■ Saved data entries:
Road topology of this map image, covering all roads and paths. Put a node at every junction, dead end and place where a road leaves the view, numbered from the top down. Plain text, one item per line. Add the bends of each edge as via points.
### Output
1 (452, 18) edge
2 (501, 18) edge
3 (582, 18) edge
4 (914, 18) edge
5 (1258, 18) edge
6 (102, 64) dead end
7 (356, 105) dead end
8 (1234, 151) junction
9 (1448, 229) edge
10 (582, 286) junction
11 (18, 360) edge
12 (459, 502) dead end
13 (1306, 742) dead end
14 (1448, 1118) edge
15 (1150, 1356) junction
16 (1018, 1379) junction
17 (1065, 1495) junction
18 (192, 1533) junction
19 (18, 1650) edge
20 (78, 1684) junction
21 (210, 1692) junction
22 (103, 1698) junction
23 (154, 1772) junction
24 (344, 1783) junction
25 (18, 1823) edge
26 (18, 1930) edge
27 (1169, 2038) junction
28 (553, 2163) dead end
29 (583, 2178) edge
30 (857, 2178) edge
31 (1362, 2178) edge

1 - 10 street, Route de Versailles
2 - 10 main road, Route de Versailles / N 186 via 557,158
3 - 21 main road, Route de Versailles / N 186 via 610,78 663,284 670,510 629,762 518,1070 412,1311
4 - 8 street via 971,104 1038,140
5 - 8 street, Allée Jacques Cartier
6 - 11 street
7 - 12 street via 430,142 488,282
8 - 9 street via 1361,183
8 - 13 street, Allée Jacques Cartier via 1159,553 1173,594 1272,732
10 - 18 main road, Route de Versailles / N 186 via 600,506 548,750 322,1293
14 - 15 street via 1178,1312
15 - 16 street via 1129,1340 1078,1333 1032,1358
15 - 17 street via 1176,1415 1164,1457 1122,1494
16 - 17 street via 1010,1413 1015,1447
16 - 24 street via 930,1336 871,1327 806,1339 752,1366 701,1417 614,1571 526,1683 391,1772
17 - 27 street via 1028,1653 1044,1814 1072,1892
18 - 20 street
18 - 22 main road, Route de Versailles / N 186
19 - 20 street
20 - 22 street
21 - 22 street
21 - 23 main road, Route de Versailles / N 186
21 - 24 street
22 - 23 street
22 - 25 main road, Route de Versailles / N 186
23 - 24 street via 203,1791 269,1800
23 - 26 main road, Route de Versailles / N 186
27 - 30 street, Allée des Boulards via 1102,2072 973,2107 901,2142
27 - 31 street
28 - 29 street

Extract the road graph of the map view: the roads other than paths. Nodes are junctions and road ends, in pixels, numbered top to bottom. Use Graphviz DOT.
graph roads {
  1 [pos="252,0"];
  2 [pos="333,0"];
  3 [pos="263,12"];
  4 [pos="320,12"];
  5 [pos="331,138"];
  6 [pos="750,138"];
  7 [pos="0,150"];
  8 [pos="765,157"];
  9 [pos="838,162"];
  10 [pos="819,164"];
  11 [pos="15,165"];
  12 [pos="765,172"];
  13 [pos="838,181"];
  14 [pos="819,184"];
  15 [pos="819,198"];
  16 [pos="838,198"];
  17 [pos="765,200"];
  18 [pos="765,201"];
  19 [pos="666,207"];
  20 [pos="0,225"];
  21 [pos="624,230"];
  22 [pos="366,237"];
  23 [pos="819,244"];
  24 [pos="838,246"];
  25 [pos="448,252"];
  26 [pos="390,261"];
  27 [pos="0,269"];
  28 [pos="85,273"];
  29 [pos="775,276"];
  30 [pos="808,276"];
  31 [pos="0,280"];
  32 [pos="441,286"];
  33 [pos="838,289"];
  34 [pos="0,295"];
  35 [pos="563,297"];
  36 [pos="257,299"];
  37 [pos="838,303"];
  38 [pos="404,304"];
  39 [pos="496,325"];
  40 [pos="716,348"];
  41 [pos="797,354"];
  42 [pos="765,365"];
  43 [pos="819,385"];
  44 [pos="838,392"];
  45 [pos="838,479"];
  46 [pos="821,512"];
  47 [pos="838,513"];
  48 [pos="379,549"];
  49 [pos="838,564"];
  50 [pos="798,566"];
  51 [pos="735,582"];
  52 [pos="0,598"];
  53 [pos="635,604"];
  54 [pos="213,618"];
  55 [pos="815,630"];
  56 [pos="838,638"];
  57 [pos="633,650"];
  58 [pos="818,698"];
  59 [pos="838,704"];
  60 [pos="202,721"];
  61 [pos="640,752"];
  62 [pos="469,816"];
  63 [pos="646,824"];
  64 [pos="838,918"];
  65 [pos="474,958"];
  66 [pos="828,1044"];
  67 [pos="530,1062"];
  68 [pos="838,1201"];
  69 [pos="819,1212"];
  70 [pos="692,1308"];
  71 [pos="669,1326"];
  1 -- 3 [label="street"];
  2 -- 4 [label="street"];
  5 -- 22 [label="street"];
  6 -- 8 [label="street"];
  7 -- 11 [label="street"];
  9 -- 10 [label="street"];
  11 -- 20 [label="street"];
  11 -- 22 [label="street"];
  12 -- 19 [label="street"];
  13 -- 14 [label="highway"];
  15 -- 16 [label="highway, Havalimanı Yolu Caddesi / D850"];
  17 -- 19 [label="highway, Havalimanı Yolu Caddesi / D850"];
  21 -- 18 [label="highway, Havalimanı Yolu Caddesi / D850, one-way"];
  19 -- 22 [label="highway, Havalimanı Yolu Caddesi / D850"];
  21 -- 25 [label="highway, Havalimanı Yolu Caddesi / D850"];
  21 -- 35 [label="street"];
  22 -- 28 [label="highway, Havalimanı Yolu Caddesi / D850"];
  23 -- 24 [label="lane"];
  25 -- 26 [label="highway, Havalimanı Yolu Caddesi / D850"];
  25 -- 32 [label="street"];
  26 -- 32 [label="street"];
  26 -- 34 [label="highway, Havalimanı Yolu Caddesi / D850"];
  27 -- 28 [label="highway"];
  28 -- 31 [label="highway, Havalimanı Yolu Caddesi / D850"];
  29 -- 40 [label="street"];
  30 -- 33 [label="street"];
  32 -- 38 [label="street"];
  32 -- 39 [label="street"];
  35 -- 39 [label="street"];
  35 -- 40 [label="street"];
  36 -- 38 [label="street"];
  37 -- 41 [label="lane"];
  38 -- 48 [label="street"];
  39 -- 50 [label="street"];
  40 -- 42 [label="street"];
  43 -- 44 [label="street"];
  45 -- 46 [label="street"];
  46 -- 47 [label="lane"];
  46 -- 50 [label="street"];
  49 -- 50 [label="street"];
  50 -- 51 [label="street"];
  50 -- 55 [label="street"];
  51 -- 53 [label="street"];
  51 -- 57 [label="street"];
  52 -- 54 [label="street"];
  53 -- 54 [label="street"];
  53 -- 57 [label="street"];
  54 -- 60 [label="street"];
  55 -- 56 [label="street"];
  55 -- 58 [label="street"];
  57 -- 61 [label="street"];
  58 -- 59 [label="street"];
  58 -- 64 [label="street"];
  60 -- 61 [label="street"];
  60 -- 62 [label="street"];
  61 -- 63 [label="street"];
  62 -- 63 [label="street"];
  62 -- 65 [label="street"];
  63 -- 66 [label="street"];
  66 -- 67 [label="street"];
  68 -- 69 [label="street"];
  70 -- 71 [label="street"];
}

■ YOUR INSTRUCTIONS: Search the entries above for the string "Jacques", and report each line where it occurs.

■ OUTPUT FOR THIS TASK:
5 - 8 street, Allée Jacques Cartier
8 - 13 street, Allée Jacques Cartier via 1159,553 1173,594 1272,732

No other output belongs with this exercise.